A Good Morning Britain (GMB) presenter has criticised Nigel Farage for blaming the Black Lives Matter (BLM) movement for some of the Bristol riots on Sunday evening.
Thousands took the streets over the weekend to protest against legislation giving police increased powers to shut down peaceful protests.
Demonstrations turned ugly when protesters began hurling projectiles at officers and set vehicles alight on Sunday night.
Joining a wave of condemnation online, Farage wrote: “In Bristol tonight we see what the soft-headed approach to the anti-police BLM leads to,” alluding to BLM protests last summer following the death of George Floyd in America.
“Wake up everyone, this is not about racial justice.
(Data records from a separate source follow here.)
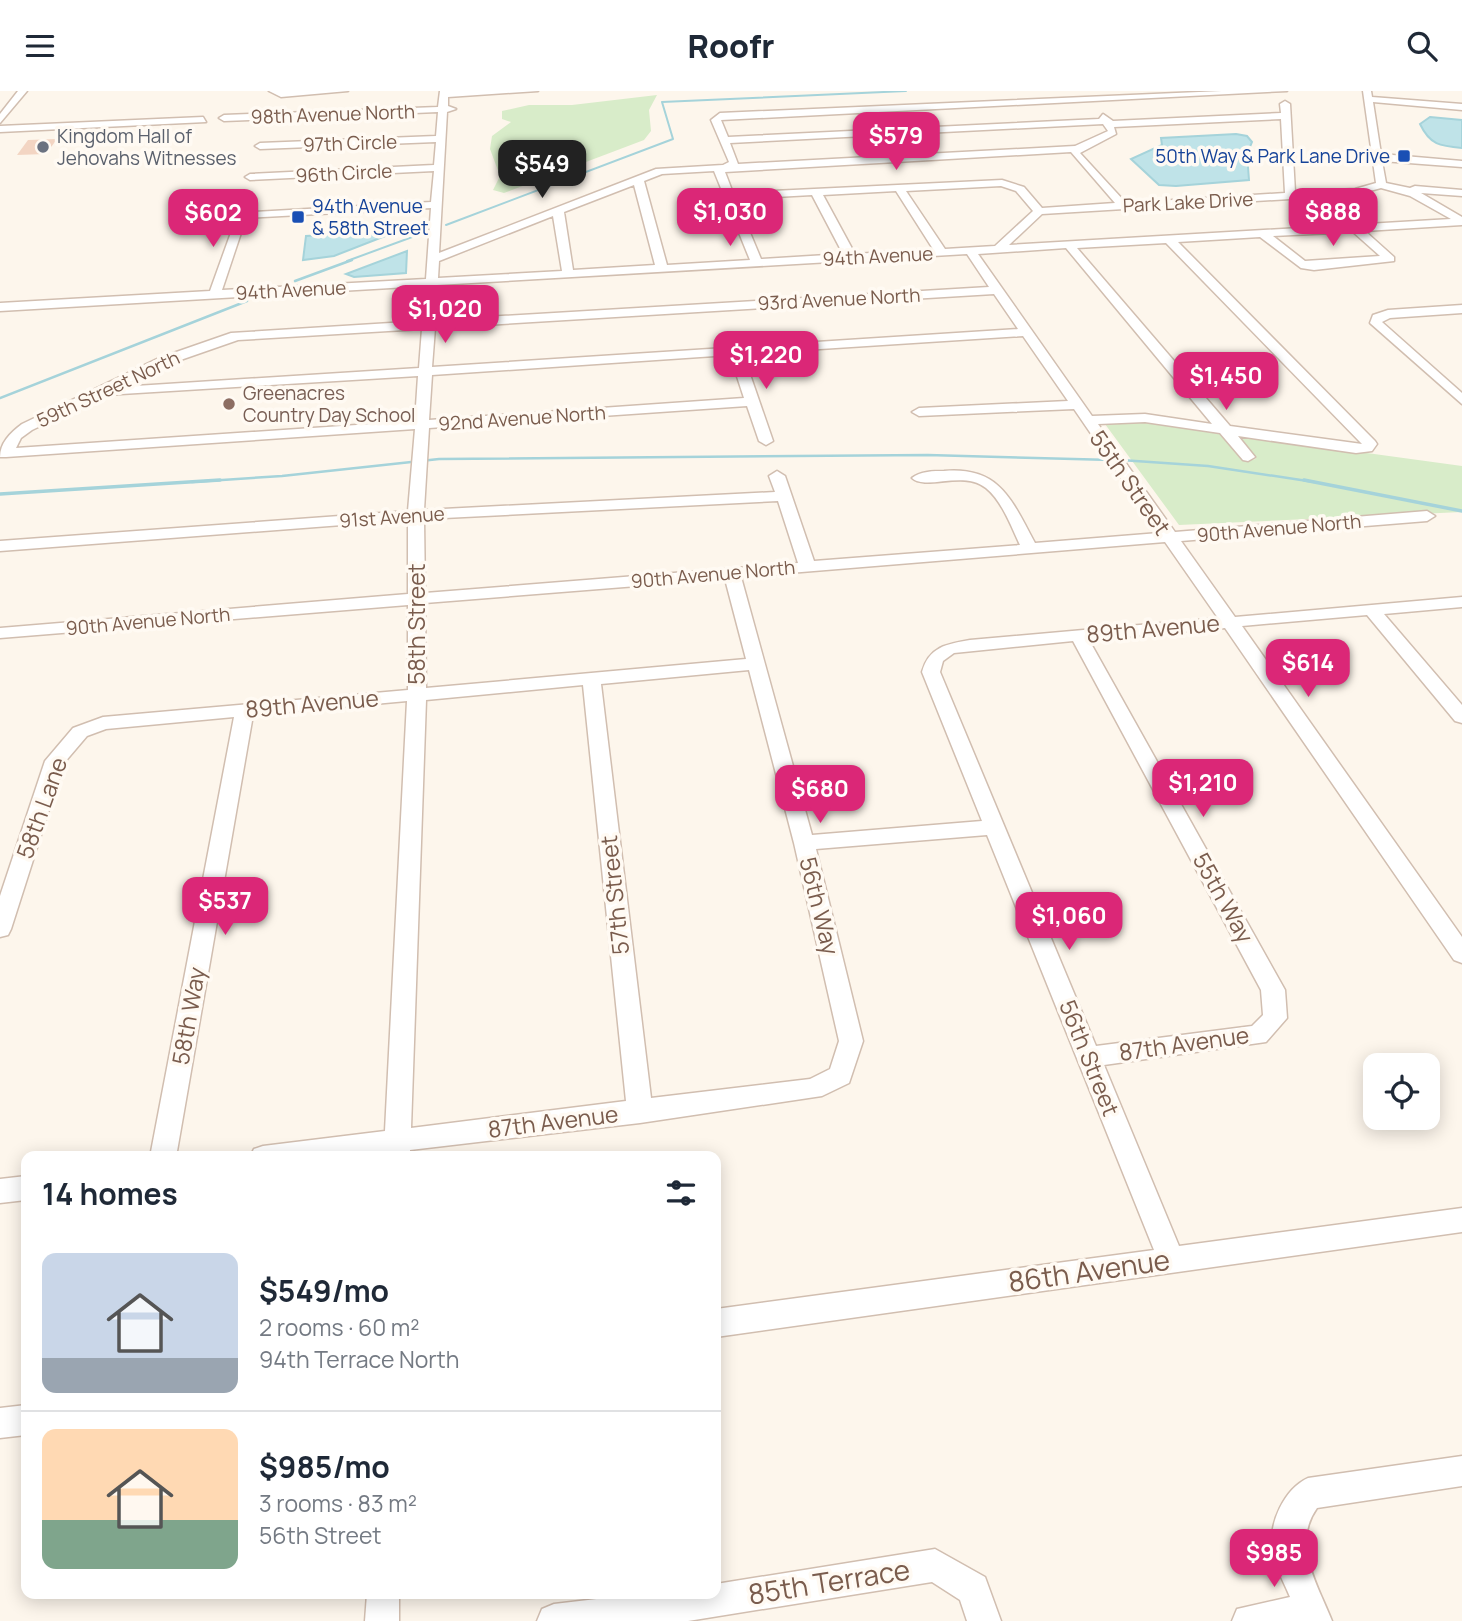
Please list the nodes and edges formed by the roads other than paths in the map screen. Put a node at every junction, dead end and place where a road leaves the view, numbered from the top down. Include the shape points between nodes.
1 (344, 91) edge
2 (529, 91) edge
3 (534, 91) edge
4 (1118, 91) edge
5 (1284, 91) edge
6 (273, 92) edge
7 (21, 93) edge
8 (444, 93) edge
9 (1366, 95) edge
10 (0, 96) edge
11 (861, 96) dead end
12 (1083, 97) junction
13 (1126, 99) junction
14 (1462, 107) edge
15 (871, 108) junction
16 (447, 109) junction
17 (1286, 115) junction
18 (224, 118) dead end
19 (0, 120) edge
20 (203, 120) dead end
21 (1109, 123) junction
22 (0, 129) edge
23 (440, 139) junction
24 (725, 140) junction
25 (260, 146) dead end
26 (1076, 149) junction
27 (1376, 157) junction
28 (1462, 164) edge
29 (729, 167) junction
30 (439, 168) junction
31 (250, 177) dead end
32 (638, 179) junction
33 (1381, 185) junction
34 (899, 188) junction
35 (1403, 188) junction
36 (816, 192) junction
37 (1462, 193) edge
38 (729, 196) junction
39 (1290, 196) junction
40 (1122, 205) junction
41 (436, 211) junction
42 (558, 211) junction
43 (1039, 211) junction
44 (1462, 222) edge
45 (1354, 228) junction
46 (1263, 234) junction
47 (1169, 239) junction
48 (1069, 245) junction
49 (998, 249) junction
50 (970, 251) junction
51 (941, 252) junction
52 (851, 258) junction
53 (434, 259) junction
54 (757, 263) junction
55 (662, 268) junction
56 (568, 274) junction
57 (433, 281) junction
58 (996, 290) junction
59 (215, 294) junction
60 (0, 307) edge
61 (1462, 309) edge
62 (429, 324) junction
63 (1026, 332) junction
64 (221, 339) joint
65 (734, 351) junction
66 (427, 371) junction
67 (96, 393) junction
68 (1462, 400) edge
69 (751, 402) junction
70 (1077, 405) junction
71 (919, 412) dead end
72 (1087, 420) junction
73 (425, 424) junction
74 (1225, 430) junction
75 (766, 441) dead end
76 (3, 453) edge
77 (1248, 457) dead end
78 (778, 476) dead end
79 (920, 478) dead end
80 (784, 496) junction
81 (416, 515) junction
82 (1427, 516) dead end
83 (1167, 537) junction
84 (0, 546) edge
85 (1030, 548) junction
86 (808, 566) junction
87 (732, 573) junction
88 (417, 599) junction
89 (1462, 602) edge
90 (1371, 609) junction
91 (1230, 622) junction
92 (0, 633) edge
93 (1078, 635) junction
94 (971, 645) joint
95 (756, 664) junction
96 (591, 679) junction
97 (417, 694) junction
98 (245, 710) junction
99 (1462, 717) edge
100 (80, 732) joint
101 (996, 827) junction
102 (804, 843) junction
103 (0, 929) edge
104 (1462, 954) edge
105 (1275, 1018) joint
106 (1088, 1057) junction
107 (840, 1076) joint
108 (640, 1112) junction
109 (397, 1149) edge
110 (164, 1151) edge
111 (364, 1151) edge
112 (21, 1189) edge
113 (0, 1191) edge
114 (1462, 1220) edge
115 (1171, 1259) junction
116 (721, 1322) edge
117 (21, 1421) edge
118 (0, 1423) edge
119 (1462, 1471) edge
120 (383, 1599) edge
121 (687, 1613) edge
122 (1312, 1615) edge
123 (382, 1621) edge
124 (554, 1621) edge
125 (984, 1621) edge
126 (1249, 1621) edge

1 - 6 street
2 - 3 street
2 - 8 street
4 - 13 street
5 - 13 street
5 - 17 street
7 - 10 street
7 - 19 street
8 - 16 street, 58th Street
9 - 14 street
9 - 27 street
11 - 15 street
12 - 13 street
12 - 15 street
12 - 21 street
15 - 24 street via 720,116 716,120
16 - 18 street, 98th Avenue North
16 - 23 street, 58th Street
17 - 21 street
17 - 39 street
20 - 22 street
21 - 24 street
21 - 26 street via 1113,132
23 - 25 street, 97th Circle
23 - 30 street, 58th Street
24 - 29 street via 733,159
26 - 29 street
26 - 40 street via 1077,157
27 - 28 street
27 - 33 street
29 - 32 street via 660,171
29 - 38 street via 719,171
30 - 31 street, 96th Circle
30 - 41 street, 58th Street
32 - 42 street
32 - 55 street
33 - 35 street
33 - 39 street, Park Lake Drive via 1355,192
34 - 36 street
34 - 43 street via 1002,183 1020,189
34 - 51 street
35 - 37 street
35 - 44 street
36 - 38 street
36 - 52 street
38 - 54 street
39 - 40 street, Park Lake Drive
40 - 43 street, Park Lake Drive
41 - 53 street, 58th Street
41 - 59 street via 242,215
42 - 53 street
42 - 56 street
43 - 49 street
44 - 45 street, 94th Avenue
45 - 46 street, 94th Avenue
45 - 46 street via 1390,259 1301,264
46 - 47 street, 94th Avenue
47 - 48 street, 94th Avenue
47 - 74 street via 1370,444 1367,448
48 - 49 street, 94th Avenue
48 - 74 street
49 - 50 street, 94th Avenue
50 - 51 street, 94th Avenue
50 - 58 street, 55th Street
51 - 52 street, 94th Avenue
52 - 54 street, 94th Avenue
53 - 57 street, 58th Street
54 - 55 street, 94th Avenue
55 - 56 street, 94th Avenue
56 - 57 street, 94th Avenue
57 - 59 street, 94th Avenue
57 - 62 street, 58th Street
58 - 62 street, 93rd Avenue North
58 - 63 street, 55th Street
59 - 60 street, 94th Avenue
61 - 68 street via 1388,314 1376,323
62 - 64 street, 93rd Avenue North
62 - 66 street, 58th Street
63 - 65 street
63 - 70 street, 55th Street
64 - 67 street, 59th Street North
65 - 66 street
65 - 69 street
66 - 67 street
66 - 73 street, 58th Street
67 - 76 street, 59th Street North via 27,427
69 - 73 street, 92nd Avenue North
69 - 75 street
70 - 71 street
70 - 72 street, 55th Street
72 - 74 street via 1145,418
72 - 83 street, 55th Street
73 - 76 street, 92nd Avenue North
73 - 81 street, 58th Street
74 - 77 street
78 - 80 street
79 - 85 street via 974,474 993,482
80 - 81 street, 91st Avenue
80 - 86 street
81 - 84 street, 91st Avenue
81 - 88 street, 58th Street
82 - 83 street, 90th Avenue North
83 - 85 street, 90th Avenue North
83 - 91 street, 55th Street
85 - 86 street, 90th Avenue North
86 - 87 street, 90th Avenue North
87 - 88 street, 90th Avenue North
87 - 95 street, 56th Way
88 - 92 street, 90th Avenue North
88 - 97 street, 58th Street
89 - 90 street, 89th Avenue
90 - 91 street, 89th Avenue
90 - 99 street
91 - 93 street, 89th Avenue
91 - 104 street, 55th Street
93 - 94 street, 89th Avenue
93 - 105 street, 55th Way via 1273,990
94 - 101 street, 56th Street via 949,649 935,658 932,672
95 - 96 street, 89th Avenue
95 - 102 street, 56th Way
96 - 97 street, 89th Avenue
96 - 108 street, 57th Street
97 - 98 street, 89th Avenue
97 - 109 street, 58th Street
98 - 100 street, 89th Avenue via 103,723
98 - 110 street, 58th Way
100 - 103 street, 58th Lane via 55,761
101 - 102 street
101 - 106 street, 56th Street
102 - 107 street, 56th Way via 851,1041
105 - 106 street, 87th Avenue via 1258,1035
106 - 115 street, 56th Street
107 - 108 street, 87th Avenue via 813,1089
108 - 109 street, 87th Avenue
109 - 111 street, 87th Avenue
112 - 113 street
114 - 115 street, 86th Avenue
115 - 116 street, 86th Avenue
117 - 118 street
119 - 122 street via 1308,1494 1292,1516 1288,1549
120 - 123 street
121 - 124 street, 85th Terrace
121 - 125 street, 85th Terrace via 935,1565 973,1589
122 - 126 street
These people want all-out anarchy and street violence.”
The comment left some wondering how Farage came to that conclusion, with GMB weatherman Alex Beresford voicing his concerns over the claim.
“Sorry what has BLM got to do with the scenes in Bristol today?” he replied to Farage’s post.
Many Twitter users backed Beresford, claiming Farage’s comments were “racist”.
Others, however, wondered if the same extreme activists who incited the violence at the peaceful BLM demonstrations last year were also in attendance this time around, with the sole purpose of causing trouble.
Farage has since followed up on his original post, explaining in a separate tweet: “The BLM protests were anti-police, it is a key goal of the organisation. The worrying events in Bristol tonight are an extension of that. We have given into and encouraged the extreme left, and this is the result.”
Farage has been approached for comment.
This is not the first time the former Brexit Party leader has been accused of racist attitudes towards the BLM movement.
Earlier this year, he said of the organisation: “Does @SadiqKhan not understand that BLM is an extremist, Marxist organisation that now wants to become a political party? Perhaps he will join as a member.”
Last year, he was called out once before for claiming a peaceful protest of hundreds of people who had gathered in Brixton to commemorate the passing of the 1833 Abolition of Slavery Act was “terrifying,” likening protesters to a “paramilitary-like force”.
“This is what the BLM movement wanted from the start and it will divide our society like never before,” he said on social media, which was challenged by local MPs in attendance.
He also sparked fury after he compared BLM activists to the Taliban, after the statue of Edward Colston was removed and thrown into the Bristol canal by protesters in the summer.
He tweeted at the time: “A new form of the Taliban was born in the UK today. Unless we get moral leadership quickly our cities won’t be worth living in.”
When asked about this tweet on GMB, he explained that “the Taliban love to blow up and destroy historical monuments from a different time that they do not approve”.